Mutasi Kuljar Lompatan Pengubah Wajah

DUA PULUH TIGA TAHUN SILAM REAKTOR NUKLIR CHERNOBYL DI UKRAINA MELEDAK. PAPARAN RADIASI MEMBUAT SUSUNAN GEN PENDUDUK BERUBAH. WARGA UKRAINA CEPAT TUA DAN RIBUAN JANIN CACAT. PERUBAHAN GEN ALIAS JUMPING GEN JUGA MEMBUAT PENAMPILAN SRI REJEKI BERUBAH. YANG PALING SPEKTAKULER TERLIHAT PADA DUD UNYAMANEE.

Mutasi Kultur Jaringan

Ketika dud unyamanee diperkenalkan Pramote
Rojruangsang-penyilangnya-pada 2003, sosoknya kompak dengan daun agak
bulat. Ukuran daun sedang, panjang 12-14 cm dan lebar 8-10 cm.
Penampilannya cantik, daun dominan merah berbercak hijau. Selama 6
tahun orang mengenal mutu manikam-arti dud unyamanee-seperti itu.
Namun, kini banyak muncul dud unyamanee berpenampilan beda. Contohnya
milik Syahrial Usman di Riau. Ukuran daun sepertiga dari normal.
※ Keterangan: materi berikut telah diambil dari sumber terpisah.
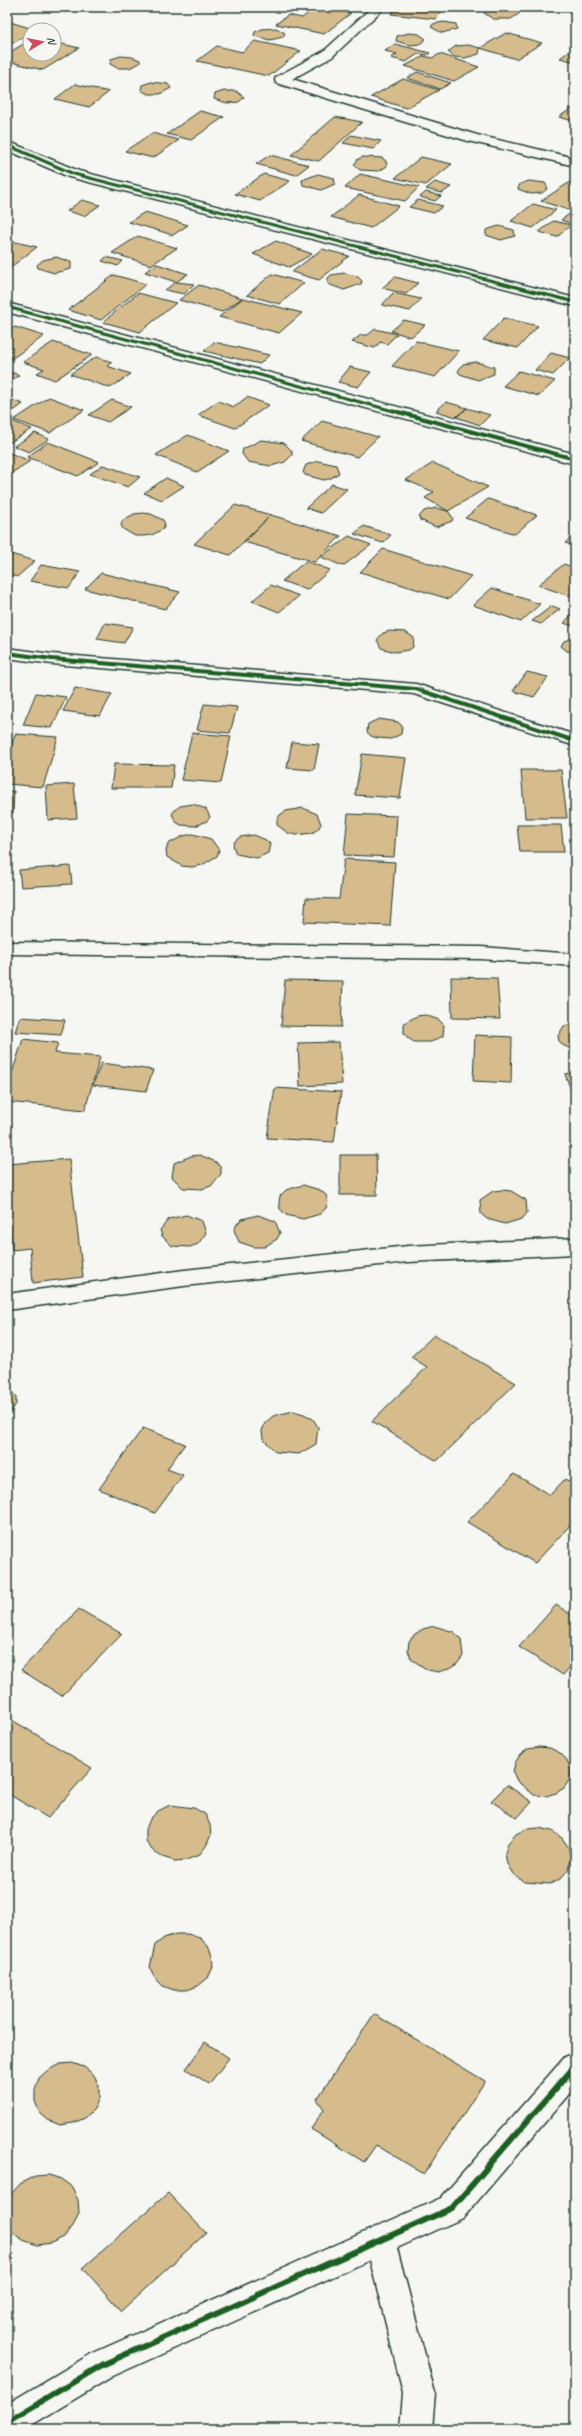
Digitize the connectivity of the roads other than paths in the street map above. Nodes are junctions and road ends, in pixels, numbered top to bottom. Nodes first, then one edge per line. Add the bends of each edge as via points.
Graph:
1 (379, 7) edge
2 (7, 145) edge
3 (575, 162) edge
4 (575, 302) edge
5 (7, 307) edge
6 (575, 459) edge
7 (7, 653) edge
8 (575, 741) edge
9 (7, 948) edge
10 (575, 960) edge
11 (575, 1246) edge
12 (7, 1302) edge
13 (575, 2066) edge
14 (380, 2241) junction
15 (7, 2422) edge
16 (416, 2429) edge

1 - 3 street via 328,54 281,80 473,138
2 - 4 street via 74,174
5 - 6 street
7 - 8 street via 52,660 416,689
9 - 10 street via 481,953
11 - 12 street via 408,1254 184,1278
13 - 14 street via 452,2208
14 - 15 street via 102,2365
14 - 16 street via 419,2393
Dud unyamanee juga bersalin warna. Itu tampak pada koleksi Harry
Setiawan di Kalimalang, Jakarta Timur. Daun yang semula berwarna merah
bercak hijau bermutasi jadi putih-hijau. Dud milik Ukay Saputra di
Sawangan, Depok, berubah wujud menjadi merah muda polos. Sedangkan
Oping Sulistio di Cirebon mengoleksi mutu manikam dengan 3 pola warna
berbeda: merah-hijau; dan putih-hijau.

Dud unyamanee beragam wajah baru ‘bermunculan’ 6 bulan belakangan.
Maklum, 2-3 tahun silam mutu manikam yang masuk ke tanahair berupa
bibit berdaun kurang dari 6 helai. Tingginya maksimal 10 cm. Ketika itu
sosok asli anggota famili Araceae itu belum jelas. Kini mereka telah
dewasa dan beberapa di antaranya berubah wujud. Namun, tak semua
perubahan itu mutasi. Bisa saja karena variasi somaklonal yang terjadi
akibat pengaruh media dalam kultur jaringan. Jika bukan mutasi,
kemungkinan besar penampilan sri rejeki kembali normal.

Kereta cepat

Menurut Gregori Garnadi Hambali perubahan sosok pada aglaonema memang
mudah terjadi. ‘Penyebabnya adalah jumping gen,’ kata penyilang di
Bogor itu. Jumping gen atau perubahan susunan gen DNA terjadi karena
beberapa faktor. Seperti lingkungan ekstrim, pemberian hormon tertentu,
atau tingginya variasi genetik akibat seringnya persilangan.
Perbanyakan terlalu tinggi pun dapat memicu perubahan wujud aglaonema.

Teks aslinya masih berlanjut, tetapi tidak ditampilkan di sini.